_Problem to solve_
Only lines containing the string "joint" belong in the answer; copy all of them from the entries.

(Data items)
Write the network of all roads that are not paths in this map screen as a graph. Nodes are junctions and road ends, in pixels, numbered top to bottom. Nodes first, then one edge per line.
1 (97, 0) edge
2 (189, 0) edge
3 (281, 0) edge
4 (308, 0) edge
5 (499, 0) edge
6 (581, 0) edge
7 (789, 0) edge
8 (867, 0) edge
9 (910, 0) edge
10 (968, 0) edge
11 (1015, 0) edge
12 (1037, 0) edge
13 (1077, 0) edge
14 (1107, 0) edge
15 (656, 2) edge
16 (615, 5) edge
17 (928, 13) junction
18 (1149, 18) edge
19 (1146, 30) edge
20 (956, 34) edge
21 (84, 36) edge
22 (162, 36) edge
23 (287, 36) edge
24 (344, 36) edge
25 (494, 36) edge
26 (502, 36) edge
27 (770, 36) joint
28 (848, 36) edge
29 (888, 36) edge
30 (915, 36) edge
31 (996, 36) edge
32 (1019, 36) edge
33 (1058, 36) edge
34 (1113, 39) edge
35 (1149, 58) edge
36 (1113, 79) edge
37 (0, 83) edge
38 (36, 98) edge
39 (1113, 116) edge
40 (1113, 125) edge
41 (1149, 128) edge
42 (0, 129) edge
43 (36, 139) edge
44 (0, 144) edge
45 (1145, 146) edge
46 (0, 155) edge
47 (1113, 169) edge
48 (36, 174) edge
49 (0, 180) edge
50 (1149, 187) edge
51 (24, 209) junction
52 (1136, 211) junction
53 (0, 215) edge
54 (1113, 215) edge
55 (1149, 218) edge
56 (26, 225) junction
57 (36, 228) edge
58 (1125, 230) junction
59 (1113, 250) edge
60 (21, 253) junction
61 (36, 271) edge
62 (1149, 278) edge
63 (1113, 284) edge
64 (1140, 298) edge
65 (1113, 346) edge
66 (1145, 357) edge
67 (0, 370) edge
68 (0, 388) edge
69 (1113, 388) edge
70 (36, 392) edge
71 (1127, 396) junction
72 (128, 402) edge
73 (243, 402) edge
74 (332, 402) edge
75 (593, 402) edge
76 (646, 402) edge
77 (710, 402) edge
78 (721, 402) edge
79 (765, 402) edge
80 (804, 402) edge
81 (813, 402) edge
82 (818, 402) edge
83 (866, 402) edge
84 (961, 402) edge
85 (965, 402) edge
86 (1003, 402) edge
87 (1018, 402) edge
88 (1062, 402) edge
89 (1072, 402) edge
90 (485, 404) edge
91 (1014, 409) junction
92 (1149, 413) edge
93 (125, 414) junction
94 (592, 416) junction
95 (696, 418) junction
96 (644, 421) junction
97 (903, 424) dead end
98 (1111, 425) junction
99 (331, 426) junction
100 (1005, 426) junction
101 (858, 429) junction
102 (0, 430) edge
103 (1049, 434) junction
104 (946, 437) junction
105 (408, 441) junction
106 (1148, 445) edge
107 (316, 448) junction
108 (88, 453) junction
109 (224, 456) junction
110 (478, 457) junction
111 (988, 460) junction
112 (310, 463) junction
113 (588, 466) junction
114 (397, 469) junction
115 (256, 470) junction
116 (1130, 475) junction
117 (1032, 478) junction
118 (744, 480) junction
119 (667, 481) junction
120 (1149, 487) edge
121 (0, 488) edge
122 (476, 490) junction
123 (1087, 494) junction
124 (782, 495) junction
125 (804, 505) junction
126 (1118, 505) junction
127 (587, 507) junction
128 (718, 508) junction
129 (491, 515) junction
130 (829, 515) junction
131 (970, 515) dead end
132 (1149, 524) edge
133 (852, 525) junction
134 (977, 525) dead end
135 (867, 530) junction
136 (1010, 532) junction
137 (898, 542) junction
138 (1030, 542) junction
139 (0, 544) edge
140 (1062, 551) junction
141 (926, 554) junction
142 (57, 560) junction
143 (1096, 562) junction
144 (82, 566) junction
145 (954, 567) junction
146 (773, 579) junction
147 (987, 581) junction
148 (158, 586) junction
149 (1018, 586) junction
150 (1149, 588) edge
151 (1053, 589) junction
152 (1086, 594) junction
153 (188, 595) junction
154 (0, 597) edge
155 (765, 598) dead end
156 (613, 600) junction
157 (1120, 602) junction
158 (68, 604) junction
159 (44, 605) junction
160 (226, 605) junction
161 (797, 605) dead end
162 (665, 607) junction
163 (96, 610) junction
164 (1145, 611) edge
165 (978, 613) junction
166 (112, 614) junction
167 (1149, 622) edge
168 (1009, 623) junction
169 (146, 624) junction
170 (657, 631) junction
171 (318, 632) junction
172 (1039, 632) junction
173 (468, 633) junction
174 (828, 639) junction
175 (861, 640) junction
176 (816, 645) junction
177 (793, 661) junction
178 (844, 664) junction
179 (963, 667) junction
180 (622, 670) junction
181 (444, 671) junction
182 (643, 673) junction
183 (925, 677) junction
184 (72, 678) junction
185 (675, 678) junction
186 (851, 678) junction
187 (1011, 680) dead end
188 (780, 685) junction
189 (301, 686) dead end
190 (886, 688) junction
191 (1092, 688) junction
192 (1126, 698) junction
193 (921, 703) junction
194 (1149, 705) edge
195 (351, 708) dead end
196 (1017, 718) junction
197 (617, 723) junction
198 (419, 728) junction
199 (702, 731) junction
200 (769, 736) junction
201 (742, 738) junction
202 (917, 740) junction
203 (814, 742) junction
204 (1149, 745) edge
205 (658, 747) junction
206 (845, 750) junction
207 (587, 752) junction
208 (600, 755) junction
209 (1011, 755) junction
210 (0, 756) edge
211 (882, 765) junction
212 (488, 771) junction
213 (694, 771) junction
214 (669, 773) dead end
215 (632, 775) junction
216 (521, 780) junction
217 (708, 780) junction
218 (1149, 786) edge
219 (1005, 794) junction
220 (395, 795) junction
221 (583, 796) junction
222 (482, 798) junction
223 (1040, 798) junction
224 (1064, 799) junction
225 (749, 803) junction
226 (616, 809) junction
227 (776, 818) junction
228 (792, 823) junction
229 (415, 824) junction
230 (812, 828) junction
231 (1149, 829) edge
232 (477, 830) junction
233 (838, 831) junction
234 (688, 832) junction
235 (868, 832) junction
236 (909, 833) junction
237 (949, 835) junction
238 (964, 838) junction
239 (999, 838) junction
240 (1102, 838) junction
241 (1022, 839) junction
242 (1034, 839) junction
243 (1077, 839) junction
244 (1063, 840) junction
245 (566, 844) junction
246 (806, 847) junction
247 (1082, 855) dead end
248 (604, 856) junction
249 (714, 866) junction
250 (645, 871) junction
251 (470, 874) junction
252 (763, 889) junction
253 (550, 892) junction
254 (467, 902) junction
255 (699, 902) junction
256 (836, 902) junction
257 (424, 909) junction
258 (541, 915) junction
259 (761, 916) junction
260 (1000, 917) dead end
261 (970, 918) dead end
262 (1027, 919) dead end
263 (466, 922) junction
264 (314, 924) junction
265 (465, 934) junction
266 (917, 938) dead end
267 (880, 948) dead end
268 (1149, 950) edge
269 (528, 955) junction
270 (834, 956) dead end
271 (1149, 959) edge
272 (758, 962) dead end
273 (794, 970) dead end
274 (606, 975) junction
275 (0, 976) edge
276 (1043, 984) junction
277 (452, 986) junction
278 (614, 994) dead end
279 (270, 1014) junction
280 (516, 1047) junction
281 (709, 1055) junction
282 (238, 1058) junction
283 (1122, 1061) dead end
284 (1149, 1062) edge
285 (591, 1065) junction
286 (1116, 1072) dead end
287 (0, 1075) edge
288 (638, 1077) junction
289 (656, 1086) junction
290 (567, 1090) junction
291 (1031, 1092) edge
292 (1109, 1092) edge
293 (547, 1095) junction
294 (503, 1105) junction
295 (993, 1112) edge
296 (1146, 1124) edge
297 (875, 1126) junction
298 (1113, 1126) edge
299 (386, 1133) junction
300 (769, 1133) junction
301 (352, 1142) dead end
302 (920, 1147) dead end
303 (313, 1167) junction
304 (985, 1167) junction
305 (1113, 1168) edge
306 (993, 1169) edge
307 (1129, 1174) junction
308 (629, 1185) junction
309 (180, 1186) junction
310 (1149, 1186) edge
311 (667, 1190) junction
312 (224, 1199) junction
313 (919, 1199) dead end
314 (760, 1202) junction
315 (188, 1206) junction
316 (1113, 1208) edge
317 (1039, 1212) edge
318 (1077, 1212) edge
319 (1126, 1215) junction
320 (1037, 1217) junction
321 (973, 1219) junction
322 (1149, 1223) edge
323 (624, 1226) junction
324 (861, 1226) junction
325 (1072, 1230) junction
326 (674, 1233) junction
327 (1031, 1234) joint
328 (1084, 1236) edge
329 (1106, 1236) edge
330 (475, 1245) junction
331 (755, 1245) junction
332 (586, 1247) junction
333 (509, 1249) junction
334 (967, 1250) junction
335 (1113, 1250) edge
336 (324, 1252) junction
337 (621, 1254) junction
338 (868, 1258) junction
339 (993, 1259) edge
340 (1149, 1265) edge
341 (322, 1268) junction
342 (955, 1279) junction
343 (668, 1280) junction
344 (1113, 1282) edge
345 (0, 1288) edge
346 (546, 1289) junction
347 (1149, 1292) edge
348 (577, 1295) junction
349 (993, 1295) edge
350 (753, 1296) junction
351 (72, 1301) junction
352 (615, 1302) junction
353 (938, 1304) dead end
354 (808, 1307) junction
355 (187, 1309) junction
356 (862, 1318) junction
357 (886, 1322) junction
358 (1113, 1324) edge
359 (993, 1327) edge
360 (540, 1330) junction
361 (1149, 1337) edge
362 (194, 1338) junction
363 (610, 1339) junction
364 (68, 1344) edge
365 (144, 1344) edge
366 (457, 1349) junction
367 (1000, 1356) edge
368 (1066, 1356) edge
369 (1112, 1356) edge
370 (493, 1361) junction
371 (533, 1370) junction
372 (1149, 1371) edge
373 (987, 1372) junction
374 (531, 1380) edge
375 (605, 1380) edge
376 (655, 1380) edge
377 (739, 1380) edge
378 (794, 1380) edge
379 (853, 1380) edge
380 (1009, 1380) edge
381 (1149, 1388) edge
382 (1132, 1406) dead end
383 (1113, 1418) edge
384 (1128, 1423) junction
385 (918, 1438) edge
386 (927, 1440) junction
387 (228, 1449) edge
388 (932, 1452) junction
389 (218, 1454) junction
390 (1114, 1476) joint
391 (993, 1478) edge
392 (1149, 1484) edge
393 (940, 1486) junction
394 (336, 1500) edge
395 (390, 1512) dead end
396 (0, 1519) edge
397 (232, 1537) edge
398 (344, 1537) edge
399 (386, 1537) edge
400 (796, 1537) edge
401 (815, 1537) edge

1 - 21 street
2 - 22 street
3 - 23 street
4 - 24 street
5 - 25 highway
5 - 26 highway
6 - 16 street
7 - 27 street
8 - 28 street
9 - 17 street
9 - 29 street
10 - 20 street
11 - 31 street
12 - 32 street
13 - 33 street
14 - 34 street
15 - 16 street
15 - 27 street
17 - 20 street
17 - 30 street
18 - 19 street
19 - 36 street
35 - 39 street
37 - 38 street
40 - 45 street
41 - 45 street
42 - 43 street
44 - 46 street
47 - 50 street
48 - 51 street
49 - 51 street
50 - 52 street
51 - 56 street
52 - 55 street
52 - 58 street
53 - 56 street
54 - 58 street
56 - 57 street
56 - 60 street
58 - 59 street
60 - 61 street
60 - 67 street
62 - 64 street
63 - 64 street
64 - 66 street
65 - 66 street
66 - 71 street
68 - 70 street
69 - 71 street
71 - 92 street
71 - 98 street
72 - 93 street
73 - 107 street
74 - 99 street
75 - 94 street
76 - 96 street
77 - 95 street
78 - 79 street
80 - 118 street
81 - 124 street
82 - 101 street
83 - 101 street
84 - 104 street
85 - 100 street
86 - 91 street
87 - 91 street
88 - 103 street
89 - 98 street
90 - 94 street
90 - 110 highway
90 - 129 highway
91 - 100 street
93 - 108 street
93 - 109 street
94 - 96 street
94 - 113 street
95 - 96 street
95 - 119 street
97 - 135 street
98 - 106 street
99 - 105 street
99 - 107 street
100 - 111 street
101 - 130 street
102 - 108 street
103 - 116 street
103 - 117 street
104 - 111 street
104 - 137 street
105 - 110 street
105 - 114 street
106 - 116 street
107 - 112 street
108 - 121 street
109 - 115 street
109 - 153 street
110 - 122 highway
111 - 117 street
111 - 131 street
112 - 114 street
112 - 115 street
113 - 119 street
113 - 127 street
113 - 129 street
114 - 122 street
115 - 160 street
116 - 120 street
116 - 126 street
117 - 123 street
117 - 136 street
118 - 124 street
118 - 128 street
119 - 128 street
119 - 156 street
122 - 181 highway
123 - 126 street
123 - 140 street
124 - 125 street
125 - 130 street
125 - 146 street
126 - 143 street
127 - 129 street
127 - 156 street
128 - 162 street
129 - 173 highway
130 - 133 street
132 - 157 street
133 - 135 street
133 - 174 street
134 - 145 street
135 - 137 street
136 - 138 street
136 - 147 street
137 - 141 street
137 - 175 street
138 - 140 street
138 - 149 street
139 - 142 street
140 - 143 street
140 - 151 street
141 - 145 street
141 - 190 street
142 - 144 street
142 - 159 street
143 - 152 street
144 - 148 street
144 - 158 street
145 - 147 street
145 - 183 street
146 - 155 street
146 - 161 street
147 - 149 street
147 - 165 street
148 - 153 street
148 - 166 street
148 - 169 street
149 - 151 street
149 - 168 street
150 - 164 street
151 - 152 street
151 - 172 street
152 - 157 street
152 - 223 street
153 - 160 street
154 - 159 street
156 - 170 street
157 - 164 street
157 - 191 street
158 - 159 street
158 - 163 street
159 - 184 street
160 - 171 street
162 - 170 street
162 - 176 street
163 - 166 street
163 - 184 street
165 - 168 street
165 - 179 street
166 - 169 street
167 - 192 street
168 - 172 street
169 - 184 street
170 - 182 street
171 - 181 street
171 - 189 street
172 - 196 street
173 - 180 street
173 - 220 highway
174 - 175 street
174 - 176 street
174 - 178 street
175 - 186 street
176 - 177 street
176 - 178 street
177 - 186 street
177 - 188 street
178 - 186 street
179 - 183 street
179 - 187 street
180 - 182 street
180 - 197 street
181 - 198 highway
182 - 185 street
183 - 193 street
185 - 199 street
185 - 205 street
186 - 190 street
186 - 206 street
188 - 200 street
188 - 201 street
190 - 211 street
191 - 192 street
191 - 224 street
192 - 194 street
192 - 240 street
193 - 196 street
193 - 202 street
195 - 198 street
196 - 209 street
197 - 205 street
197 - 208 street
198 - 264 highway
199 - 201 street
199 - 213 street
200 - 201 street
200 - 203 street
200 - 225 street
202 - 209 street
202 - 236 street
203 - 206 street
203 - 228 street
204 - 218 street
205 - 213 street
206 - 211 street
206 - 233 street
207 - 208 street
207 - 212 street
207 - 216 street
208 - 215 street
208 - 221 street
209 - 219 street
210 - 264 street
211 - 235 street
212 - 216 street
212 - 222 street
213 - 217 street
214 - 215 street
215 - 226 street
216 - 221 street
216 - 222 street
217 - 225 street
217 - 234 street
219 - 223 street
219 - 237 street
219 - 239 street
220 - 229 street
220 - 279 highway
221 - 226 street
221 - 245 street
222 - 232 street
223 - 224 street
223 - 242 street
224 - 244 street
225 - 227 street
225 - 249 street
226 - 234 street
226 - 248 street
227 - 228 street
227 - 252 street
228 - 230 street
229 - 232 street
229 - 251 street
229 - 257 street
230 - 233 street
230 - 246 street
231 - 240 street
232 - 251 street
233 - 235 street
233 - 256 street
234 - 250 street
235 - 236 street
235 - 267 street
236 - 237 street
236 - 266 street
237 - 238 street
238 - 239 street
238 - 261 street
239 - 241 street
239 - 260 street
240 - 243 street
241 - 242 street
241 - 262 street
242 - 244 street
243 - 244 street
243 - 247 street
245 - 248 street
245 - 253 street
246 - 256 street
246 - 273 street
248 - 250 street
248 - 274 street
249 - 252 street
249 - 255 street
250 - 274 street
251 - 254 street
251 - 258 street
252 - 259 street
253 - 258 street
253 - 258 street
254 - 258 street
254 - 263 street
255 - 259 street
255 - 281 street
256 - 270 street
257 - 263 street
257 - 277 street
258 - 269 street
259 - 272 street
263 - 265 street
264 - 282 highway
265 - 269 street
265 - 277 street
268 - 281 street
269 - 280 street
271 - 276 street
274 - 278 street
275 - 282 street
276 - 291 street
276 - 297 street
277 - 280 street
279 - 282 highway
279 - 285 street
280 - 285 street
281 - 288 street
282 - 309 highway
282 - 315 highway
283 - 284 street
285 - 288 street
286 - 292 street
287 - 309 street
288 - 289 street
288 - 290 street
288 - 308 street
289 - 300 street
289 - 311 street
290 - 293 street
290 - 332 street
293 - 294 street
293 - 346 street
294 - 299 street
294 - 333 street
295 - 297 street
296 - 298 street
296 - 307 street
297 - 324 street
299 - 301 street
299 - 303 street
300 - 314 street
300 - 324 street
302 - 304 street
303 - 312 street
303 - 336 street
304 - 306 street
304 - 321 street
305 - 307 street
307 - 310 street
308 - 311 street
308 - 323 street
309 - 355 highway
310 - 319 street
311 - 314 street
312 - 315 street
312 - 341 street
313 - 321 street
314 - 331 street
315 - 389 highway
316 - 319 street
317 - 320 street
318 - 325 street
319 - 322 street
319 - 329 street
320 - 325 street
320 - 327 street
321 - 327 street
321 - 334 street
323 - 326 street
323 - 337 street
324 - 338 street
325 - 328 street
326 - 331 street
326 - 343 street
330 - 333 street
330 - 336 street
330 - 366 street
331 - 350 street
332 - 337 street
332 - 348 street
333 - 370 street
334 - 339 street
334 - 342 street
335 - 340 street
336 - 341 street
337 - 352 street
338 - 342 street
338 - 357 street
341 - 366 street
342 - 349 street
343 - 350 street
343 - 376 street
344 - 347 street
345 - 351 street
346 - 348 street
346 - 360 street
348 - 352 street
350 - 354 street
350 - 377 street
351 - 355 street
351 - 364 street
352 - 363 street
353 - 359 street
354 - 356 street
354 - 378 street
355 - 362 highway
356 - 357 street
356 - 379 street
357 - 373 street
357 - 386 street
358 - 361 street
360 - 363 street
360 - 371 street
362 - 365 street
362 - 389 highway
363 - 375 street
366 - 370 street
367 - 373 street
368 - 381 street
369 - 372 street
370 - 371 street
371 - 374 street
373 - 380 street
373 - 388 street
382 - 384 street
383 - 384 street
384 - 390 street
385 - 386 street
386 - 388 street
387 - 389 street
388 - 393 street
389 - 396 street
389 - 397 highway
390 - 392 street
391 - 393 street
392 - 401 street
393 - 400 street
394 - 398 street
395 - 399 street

_Response to the exercise_
27 (770, 36) joint
327 (1031, 1234) joint
390 (1114, 1476) joint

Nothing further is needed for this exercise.